START Stored data
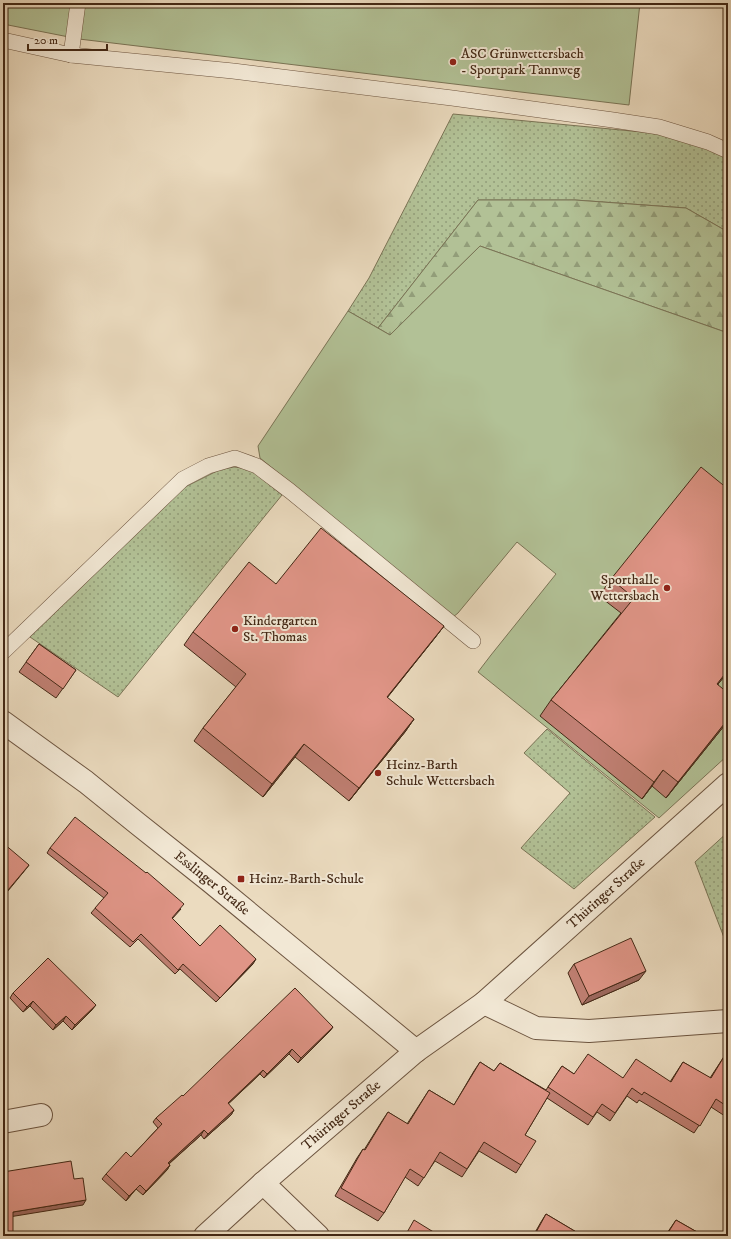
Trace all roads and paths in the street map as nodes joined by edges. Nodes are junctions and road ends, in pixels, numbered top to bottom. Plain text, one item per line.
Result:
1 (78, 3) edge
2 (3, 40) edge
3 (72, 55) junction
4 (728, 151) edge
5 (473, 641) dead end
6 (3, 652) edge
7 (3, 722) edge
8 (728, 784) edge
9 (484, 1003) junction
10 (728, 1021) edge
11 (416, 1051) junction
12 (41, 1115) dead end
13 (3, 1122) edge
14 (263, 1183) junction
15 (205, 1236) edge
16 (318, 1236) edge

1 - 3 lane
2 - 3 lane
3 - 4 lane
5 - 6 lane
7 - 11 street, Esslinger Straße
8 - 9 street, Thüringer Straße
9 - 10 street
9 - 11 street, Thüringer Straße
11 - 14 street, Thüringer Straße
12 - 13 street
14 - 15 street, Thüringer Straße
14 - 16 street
END Stored data
§ About this task:
From the first record to the last, print everything again exactly, without pictures.

§ Task result:
Trace all roads and paths in the street map as nodes joined by edges. Nodes are junctions and road ends, in pixels, numbered top to bottom. Plain text, one item per line.
Result:
1 (78, 3) edge
2 (3, 40) edge
3 (72, 55) junction
4 (728, 151) edge
5 (473, 641) dead end
6 (3, 652) edge
7 (3, 722) edge
8 (728, 784) edge
9 (484, 1003) junction
10 (728, 1021) edge
11 (416, 1051) junction
12 (41, 1115) dead end
13 (3, 1122) edge
14 (263, 1183) junction
15 (205, 1236) edge
16 (318, 1236) edge

1 - 3 lane
2 - 3 lane
3 - 4 lane
5 - 6 lane
7 - 11 street, Esslinger Straße
8 - 9 street, Thüringer Straße
9 - 10 street
9 - 11 street, Thüringer Straße
11 - 14 street, Thüringer Straße
12 - 13 street
14 - 15 street, Thüringer Straße
14 - 16 street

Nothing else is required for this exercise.